Le mur d’une bâtisse est partiellement écroulé. Au lieu de le démolir
complètement on le laisse tel quel et derrière la partie effondrée on construit
un nouveau mur.
Au
milieu du village se trouve une des nombreuses cidreries qu’on rencontre dans
les environs. L’odeur du cidre s’annonce bien avant qu’on découvre
l’exploitation. Malheureusement les travailleurs sont en train de faire la
sieste, si non, j’aurais bien aimé gouter ce nectar dans le « vaso »
qui est typique pour le servir. Il semble que celui d’Asturie soit le meilleur
de toute l’Espagne et qu’on couvre uniquement le fond du verre et pour pouvoir le
savourer pleinement il faudrait qu’il soit fraîchement versé.
Dans
la forêt entre Cadoso et Nueva nous entendons plusieurs fois un bruit qui
semble être des coups de fusils. Comme la dite forêt se résume en réalité dans
quelques arbres avec des arbustes à hauteur d’homme, les cris des personnes ne
nous rassure pas plus et tout le monde est à sa garde. Ce serait quand même con
d’attraper une charge de plomb le dernier jour de notre pérégrination ceci
d’autant plus que peu avant nous avions vu des dommages aux fourrages causés
par des sangliers.
Quelques
centaines de mètres plus loin nous croisons une femme qui rentre avec des
sachets pleins de provisions et je lui demande s’il y aurait une chasse dans le
coin. Non me dit-elle ; ce sont des jeunes qui sont en train de préparer
la fête « del Cristo del Amparo ». Il s’agit d’ériger un tronc d’arbre
de plus ou moins trente-cinq mètres tout près de la chapelle.
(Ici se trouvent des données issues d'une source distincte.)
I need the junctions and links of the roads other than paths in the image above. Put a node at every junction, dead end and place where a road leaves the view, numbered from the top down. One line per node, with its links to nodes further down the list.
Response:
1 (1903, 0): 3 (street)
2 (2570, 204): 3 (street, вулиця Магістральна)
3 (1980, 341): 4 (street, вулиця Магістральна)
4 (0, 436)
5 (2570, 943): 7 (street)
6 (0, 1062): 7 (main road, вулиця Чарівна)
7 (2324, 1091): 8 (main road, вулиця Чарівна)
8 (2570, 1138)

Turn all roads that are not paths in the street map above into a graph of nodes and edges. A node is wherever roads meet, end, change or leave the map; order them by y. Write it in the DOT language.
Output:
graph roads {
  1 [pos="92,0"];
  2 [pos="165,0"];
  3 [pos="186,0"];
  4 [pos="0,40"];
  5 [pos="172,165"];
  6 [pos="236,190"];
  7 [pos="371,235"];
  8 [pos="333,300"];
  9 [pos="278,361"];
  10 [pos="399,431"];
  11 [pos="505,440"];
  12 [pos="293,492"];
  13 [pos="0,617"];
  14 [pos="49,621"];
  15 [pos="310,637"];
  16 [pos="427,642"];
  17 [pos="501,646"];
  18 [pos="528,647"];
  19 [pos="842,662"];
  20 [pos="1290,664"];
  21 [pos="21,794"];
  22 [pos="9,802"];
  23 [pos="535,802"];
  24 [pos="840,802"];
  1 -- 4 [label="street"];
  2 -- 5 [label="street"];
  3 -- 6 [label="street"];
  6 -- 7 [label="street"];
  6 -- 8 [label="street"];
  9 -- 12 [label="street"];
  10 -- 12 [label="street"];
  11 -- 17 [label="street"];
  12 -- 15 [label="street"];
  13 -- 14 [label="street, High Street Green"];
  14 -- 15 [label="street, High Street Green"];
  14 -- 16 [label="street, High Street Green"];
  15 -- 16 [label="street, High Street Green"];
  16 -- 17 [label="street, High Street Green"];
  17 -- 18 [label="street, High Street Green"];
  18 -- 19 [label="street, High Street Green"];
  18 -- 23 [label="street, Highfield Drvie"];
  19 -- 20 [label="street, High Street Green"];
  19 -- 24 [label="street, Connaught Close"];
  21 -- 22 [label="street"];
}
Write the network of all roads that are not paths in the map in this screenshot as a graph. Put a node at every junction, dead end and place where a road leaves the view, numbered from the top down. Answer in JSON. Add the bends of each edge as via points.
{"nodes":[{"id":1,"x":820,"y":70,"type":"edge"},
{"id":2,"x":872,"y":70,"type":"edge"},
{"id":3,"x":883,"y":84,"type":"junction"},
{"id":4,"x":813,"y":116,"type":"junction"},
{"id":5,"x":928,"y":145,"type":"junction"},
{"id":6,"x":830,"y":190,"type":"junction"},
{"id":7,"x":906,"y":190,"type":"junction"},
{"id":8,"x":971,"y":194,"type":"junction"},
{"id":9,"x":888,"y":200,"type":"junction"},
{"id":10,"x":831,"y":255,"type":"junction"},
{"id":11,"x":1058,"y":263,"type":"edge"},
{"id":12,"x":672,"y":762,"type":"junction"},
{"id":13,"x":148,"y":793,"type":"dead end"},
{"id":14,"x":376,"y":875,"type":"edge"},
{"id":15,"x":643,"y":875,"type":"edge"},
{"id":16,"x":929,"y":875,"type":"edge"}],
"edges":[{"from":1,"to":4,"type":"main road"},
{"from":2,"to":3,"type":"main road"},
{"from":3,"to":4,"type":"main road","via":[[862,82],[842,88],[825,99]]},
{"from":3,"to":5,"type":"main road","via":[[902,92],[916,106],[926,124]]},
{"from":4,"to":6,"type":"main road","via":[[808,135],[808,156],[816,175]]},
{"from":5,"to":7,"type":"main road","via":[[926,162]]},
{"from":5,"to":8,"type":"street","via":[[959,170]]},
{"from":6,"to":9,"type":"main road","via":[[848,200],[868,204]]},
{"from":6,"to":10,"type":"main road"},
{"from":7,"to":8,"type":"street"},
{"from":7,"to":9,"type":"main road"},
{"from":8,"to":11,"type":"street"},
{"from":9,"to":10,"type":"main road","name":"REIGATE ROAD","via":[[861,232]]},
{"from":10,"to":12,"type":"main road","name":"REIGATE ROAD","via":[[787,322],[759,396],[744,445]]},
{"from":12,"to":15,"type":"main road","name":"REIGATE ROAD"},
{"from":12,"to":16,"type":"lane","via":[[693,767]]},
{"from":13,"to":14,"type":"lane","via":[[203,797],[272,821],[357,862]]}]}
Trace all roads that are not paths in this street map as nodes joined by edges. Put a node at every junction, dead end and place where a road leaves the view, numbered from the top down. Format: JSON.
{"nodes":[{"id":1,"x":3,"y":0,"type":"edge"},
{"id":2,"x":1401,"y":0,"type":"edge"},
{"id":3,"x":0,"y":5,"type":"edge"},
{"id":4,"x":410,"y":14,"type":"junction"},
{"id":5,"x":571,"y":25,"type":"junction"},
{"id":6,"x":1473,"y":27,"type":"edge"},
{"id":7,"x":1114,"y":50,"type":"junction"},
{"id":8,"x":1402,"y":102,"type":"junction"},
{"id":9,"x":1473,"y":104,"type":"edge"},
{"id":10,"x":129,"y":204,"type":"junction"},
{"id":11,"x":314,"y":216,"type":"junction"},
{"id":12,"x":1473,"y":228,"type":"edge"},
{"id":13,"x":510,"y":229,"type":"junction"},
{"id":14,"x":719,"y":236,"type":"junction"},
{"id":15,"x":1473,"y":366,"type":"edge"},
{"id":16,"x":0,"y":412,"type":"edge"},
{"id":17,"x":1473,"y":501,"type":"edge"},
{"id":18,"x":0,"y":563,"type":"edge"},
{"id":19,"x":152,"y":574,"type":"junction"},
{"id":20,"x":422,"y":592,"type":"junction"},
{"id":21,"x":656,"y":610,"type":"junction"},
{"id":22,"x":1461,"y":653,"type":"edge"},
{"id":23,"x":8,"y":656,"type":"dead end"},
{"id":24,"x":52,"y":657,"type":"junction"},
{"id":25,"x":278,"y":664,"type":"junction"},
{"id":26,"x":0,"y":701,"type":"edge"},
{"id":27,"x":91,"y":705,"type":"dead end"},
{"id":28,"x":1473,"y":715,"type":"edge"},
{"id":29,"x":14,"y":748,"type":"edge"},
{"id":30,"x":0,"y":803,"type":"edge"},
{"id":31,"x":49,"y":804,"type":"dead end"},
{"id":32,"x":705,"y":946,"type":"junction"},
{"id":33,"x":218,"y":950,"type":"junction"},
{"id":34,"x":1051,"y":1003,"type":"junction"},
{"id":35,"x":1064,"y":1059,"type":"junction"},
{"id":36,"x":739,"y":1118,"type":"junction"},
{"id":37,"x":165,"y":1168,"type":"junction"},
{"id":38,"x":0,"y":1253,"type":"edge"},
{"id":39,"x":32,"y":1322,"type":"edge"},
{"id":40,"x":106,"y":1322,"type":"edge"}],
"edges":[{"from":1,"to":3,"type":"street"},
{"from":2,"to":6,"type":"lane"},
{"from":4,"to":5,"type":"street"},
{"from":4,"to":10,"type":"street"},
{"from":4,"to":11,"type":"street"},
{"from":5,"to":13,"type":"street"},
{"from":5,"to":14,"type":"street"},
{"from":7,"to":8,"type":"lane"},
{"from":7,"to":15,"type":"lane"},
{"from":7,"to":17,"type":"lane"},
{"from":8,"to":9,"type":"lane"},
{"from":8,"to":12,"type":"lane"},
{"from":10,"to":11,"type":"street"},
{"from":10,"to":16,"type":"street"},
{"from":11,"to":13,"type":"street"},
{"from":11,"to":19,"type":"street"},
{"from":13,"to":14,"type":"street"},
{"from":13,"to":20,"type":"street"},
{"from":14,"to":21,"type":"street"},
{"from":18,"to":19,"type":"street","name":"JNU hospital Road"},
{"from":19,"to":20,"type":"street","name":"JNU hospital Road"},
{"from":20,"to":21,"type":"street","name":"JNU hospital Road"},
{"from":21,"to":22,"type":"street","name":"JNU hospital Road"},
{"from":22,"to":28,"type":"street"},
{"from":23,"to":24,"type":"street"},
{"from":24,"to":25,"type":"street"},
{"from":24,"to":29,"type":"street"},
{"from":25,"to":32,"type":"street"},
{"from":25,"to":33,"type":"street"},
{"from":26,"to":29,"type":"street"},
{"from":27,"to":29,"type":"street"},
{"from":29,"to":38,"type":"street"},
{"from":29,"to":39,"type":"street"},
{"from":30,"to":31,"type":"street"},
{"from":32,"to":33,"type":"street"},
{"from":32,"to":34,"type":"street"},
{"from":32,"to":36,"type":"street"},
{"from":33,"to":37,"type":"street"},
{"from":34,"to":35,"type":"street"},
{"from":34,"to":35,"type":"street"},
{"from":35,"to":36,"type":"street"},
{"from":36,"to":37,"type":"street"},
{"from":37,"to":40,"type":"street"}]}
Quand nous arrivons à Nueva nous craintes se
sont heureusement avérées en vain puisque nous croisons des jeunes qui ont
amené dans le village le tronc d’un sapin d’une certaine longueur qui sera
monté plus tard dans l’après-midi, loin cependant des trente-cinq mètres. Dotés
d’attrapes pour faire du bruit, ils avaient réussi à semer l’incertitude parmi
les pèlerins sur le chemin qui, faute d’infos, ne savaient pas faire la
différence entre une battue et les préparations d’une fête populaire d’Asturie.
Comme
il est quatorze heures à notre arrivée et que le soleil ne cesse de charger,
nous décidons après vingt-huit kilomètres de nous passer des huit kilomètres
restants et de prendre le train à Nueva pour rejoindre Ribadessella.
Nous
y séjournerons dans l’hôtel Marina non loin de l’arrêt des autobus ALSA que
nous prendrons demain. Cet hôtel d’un certain âge est dans son rapport qualité
prix un des moins chers, le plus propre et convivial hormis celui de Mogro dans
lequel nous sommes descendus.
Comme
tous les ans, même avant d’avoir entamé la rentrée, chacun se retire un peu
dans son coin pour dégonfler et laisser défiler les kilomètres parcourus devant
son œil interne avec le recul propre à soi. Pour ma part j’ai flâné un peu à
travers la ville pour finir sur la digue, rentrer dans une chocolaterie et
m’offrir quelques pralines que j’ai savourées sur un banc près du quai tout en
admirant la mer sur laquelle le soleil commençait à tirer sa révérence. Quelle
plaisir pour le palais après tant de fruits secs, croissants typiquement
espagnol, poissons, spécialités locales et bocadillos au fromage et au
saucisson.
A
la tombée de la nuit alors que nous nous rendons dans un restaurant je découvre
soudainement un vélo bien connu et son conducteur stratégiquement placé sur une
terrasse. J’étais toujours persuadé qu’on avançait plus vite avec un vélo qu’à
pied – voilà que le contraire est prouvé.
Un
dernier mot : si un jour vous faites le Camino et avez l’intention de
passer la nuit à Bordeaux avant de rentrer, réservez à l’avance pour éviter
d’être chassé de la gare à minuit à moins de pouvoir vous faire amener dans le
profond bordelais trouver de justesse un des derniers hôtels disponible dans un
rayon de trente kilomètres.
Merci
à Nicolas, Christiane et Raymond de m’avoir accompagné – c’était un plaisir
comme tous les ans de pouvoir partager cette expérience avec d’autres
personnes.
Merci
comme tous les ans à mon épouse qui me conforte dans ma démarche et sans
l’impulsion de laquelle je ne suis pas sûr d’avoir commencé le Camino – je
t’aime bien.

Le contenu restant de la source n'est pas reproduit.